Many evangelical Christians have been caught off guard by the sweeping changes in national leadership as a result of the September 27 German election that saw Helmut Kohl, his conservative Christian Democratic Union (CDU), and allied parties lose power after 16 years. Along with the CDU's sister Bavarian party, the Christian Social Union, Kohl and company received only 35 percent of the vote, down 6 percent from the 1994 election.

The triumphant Social Democrats (SPD), with Gerhard Schroeder at the helm, gained 4.5 percentage points from 1994 results to win 41 percent of the national vote. The SPD immediately began building a coalition government with, for the first time, the environmental Green party. Together, those two parties achieved a majority in the new 669-seat federal Parliament.

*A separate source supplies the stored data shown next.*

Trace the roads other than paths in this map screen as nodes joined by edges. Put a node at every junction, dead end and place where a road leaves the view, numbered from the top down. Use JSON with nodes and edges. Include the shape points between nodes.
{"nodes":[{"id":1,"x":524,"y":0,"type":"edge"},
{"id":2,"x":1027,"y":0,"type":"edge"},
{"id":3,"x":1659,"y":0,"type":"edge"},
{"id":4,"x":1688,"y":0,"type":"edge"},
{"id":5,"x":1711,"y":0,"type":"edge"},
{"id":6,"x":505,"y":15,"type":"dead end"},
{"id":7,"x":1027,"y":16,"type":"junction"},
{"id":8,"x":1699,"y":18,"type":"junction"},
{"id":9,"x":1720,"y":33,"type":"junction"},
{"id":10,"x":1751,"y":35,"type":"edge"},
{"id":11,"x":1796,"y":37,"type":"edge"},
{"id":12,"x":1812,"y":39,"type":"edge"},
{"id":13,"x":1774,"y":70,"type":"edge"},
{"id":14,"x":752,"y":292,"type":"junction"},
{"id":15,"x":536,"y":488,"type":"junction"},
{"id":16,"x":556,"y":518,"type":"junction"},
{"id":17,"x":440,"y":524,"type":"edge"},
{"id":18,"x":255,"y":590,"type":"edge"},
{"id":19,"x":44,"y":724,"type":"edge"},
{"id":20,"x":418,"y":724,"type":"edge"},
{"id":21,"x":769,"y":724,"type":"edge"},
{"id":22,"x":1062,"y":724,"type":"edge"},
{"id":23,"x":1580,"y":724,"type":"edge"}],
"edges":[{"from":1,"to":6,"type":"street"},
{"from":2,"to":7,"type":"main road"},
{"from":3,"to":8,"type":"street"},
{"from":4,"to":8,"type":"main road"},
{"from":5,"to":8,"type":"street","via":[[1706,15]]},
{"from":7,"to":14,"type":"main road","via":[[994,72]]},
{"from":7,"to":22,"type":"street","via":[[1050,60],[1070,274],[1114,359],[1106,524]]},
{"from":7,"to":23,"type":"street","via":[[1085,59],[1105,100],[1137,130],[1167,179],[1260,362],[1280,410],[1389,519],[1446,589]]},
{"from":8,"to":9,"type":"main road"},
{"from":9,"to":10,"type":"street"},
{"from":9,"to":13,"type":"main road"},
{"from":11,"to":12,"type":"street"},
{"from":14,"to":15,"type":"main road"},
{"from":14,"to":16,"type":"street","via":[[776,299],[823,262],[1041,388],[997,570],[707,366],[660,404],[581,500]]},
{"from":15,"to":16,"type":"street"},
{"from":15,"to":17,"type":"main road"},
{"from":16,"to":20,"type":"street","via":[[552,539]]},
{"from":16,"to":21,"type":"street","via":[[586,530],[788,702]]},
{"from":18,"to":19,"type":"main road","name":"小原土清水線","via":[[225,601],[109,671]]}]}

The media-friendly Schroeder, 54, won over voters by pointing to high unemployment and suggesting that the 68-year-old Kohl had clung to power too long. With similar arguments, the Party of Democratic Socialism—the successor to the former East German Communist party—cleared the 5 percent hurdle necessary to be represented in Parliament.

In the wake of defeat, CDU leaders, one by one, dropped out to make way for a younger generation to modernize and reform the party that affirms a commitment to Christian values and a "Christian understanding of people and the knowledge of God's good creation."

The personal morality of the candidates did not play a role in the election. Schroeder, a Marxist-turned-moderate, is married for the fourth time.

EVANGELICAL RESPONSE: Many evangelicals, who represent only 3 percent of Germany's 81 million people, are concerned about an SPD-Green government. They say Christian values, especially the unique ...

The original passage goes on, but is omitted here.